18 Kasım 2015 Çarşamba

KALEM KUTUSU


Eğitimcilerimizi dinlemek üzere bir masa etrafında oturmuşuz. Çeşitli şekil ve markalarda birçok tükenmez kalemi kucaklayan kalemlikten yazan kalemi duyularımla seçmeyi deneyeceğim. Eğer başarabilir ve duyularımla seçtiğimi hissedebilirsem hoş bir duygu yaşayacağım.
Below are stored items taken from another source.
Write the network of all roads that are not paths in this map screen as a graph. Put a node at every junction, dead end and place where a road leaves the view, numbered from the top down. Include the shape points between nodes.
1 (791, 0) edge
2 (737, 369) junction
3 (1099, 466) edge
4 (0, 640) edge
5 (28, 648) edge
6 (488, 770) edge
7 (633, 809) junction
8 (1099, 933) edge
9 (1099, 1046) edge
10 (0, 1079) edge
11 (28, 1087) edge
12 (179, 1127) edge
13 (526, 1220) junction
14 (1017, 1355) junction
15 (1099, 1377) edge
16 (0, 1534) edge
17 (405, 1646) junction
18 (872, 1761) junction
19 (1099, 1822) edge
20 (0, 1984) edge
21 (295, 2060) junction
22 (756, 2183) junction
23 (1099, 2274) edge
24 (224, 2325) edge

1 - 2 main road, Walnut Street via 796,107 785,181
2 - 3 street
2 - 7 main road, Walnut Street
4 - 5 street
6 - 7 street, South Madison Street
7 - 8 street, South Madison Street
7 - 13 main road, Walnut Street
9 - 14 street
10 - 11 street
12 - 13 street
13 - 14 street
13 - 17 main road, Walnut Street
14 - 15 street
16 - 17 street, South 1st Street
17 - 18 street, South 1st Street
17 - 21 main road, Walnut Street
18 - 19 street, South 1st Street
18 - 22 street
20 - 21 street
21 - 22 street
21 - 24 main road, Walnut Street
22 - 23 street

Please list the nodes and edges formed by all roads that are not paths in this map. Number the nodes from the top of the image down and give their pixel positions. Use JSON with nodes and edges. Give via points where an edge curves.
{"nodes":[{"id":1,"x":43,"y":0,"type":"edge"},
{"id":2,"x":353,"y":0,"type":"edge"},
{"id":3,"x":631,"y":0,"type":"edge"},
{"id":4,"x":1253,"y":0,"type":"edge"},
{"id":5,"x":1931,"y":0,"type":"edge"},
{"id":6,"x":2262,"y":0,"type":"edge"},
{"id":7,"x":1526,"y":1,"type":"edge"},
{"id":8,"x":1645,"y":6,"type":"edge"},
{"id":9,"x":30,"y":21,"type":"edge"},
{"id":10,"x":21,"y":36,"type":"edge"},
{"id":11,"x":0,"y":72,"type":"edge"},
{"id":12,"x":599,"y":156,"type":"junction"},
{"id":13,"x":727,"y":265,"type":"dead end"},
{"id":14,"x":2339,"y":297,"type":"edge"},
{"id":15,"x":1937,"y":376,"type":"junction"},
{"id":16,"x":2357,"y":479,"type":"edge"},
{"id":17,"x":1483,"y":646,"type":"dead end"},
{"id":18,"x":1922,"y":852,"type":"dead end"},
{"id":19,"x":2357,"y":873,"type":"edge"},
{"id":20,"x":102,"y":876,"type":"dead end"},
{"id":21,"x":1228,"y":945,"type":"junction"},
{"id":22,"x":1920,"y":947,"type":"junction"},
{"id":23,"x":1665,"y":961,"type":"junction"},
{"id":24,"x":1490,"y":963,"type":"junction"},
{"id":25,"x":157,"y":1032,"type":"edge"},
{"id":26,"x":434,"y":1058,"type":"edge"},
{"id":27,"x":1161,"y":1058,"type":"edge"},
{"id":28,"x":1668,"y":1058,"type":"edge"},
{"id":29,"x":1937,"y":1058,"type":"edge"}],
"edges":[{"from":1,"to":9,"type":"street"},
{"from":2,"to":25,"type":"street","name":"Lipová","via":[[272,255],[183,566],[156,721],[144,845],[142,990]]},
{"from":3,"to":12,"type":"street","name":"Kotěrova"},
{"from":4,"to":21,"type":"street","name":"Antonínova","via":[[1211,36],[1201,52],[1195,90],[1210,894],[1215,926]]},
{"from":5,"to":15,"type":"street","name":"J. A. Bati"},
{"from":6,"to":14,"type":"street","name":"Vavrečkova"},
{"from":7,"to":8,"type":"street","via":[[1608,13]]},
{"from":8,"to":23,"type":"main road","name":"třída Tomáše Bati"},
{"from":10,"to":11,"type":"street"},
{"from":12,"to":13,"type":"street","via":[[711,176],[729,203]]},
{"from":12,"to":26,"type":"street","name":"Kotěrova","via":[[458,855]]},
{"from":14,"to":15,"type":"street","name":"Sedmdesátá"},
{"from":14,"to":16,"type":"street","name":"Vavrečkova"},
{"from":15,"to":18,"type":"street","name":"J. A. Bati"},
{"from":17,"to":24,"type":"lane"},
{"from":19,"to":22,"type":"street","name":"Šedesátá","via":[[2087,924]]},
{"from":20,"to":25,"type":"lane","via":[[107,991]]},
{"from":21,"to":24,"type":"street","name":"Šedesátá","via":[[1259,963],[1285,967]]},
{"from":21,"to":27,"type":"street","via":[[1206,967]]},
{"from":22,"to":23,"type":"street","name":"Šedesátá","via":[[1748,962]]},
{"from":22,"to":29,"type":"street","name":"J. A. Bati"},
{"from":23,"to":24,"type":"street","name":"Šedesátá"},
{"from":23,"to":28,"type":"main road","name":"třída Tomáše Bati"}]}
Bunu daha sonraları geliştirmeyi arzulayabileceğim bir deneyim olacak.

Gözlerimi kapatıp elimi kalemlik üzerinde dairesel olarak gezdirip kalemlerden birini seçtim. Seçtiğim kalemin yazdığını denemek üzere not kağıdına gelişigüzel bir şeyler karaladım. Kalem, kağıt üzerine iz bırakmış ama yazmamıştı. Sanırım yeterince odaklanamadım ya da sabırsız davrandım. Seçtiğim kalemi kalemliğe koysam, aynısını tekrar seçme olasılığı olacak ve aynı kalemi seçmemek için zihnim devreye girecek, duyularımın seviyesini azalacaktı. Yazmayan kalemi masanın üzerine bıraktım. Tekrar yazan kalemi bulmak için elimi kalem kutusunun üzerinde gezdirdim. İkinci denemem de başarısızdı.

Kalemlikteki diğer kalemleri duyularımı kullanmadan tek tek denedim. Yazana rastlayamadım. Yedekte duran yeni tükenmez kalem kutusundan aldığım kalem çözüm oldu.

Bu gerçek bir duyu çalışması değil, Mürvete’te kalem seçmekte hoşluk yapan Ece’nin yaratıcılığı ve hoşluğuydu. Bu hoşluk yaşamdaki davranışlarımızla çok benzeşiyor. Bezen bilincimizle bazen de duyularımızla yaptığımız seçimler yaşantımızı belirliyor, yaşam biçimimiz oluyor. Seçimimizin bize uygunluğunu da denemeden bilemiyoruz. Başka örneklere bakarak uyacağını düşündüğümüz modellerde dahi bize uymayan durumlar olabiliyor. Her birimiz kalem kutusundaki farklı kalemler gibiyiz. İçimizdeki mürekkebi gerekli kıvama getirene ve eyleme hazır olana dek kiminiz yazabiliyor, kimimiz yazmayabiliyor.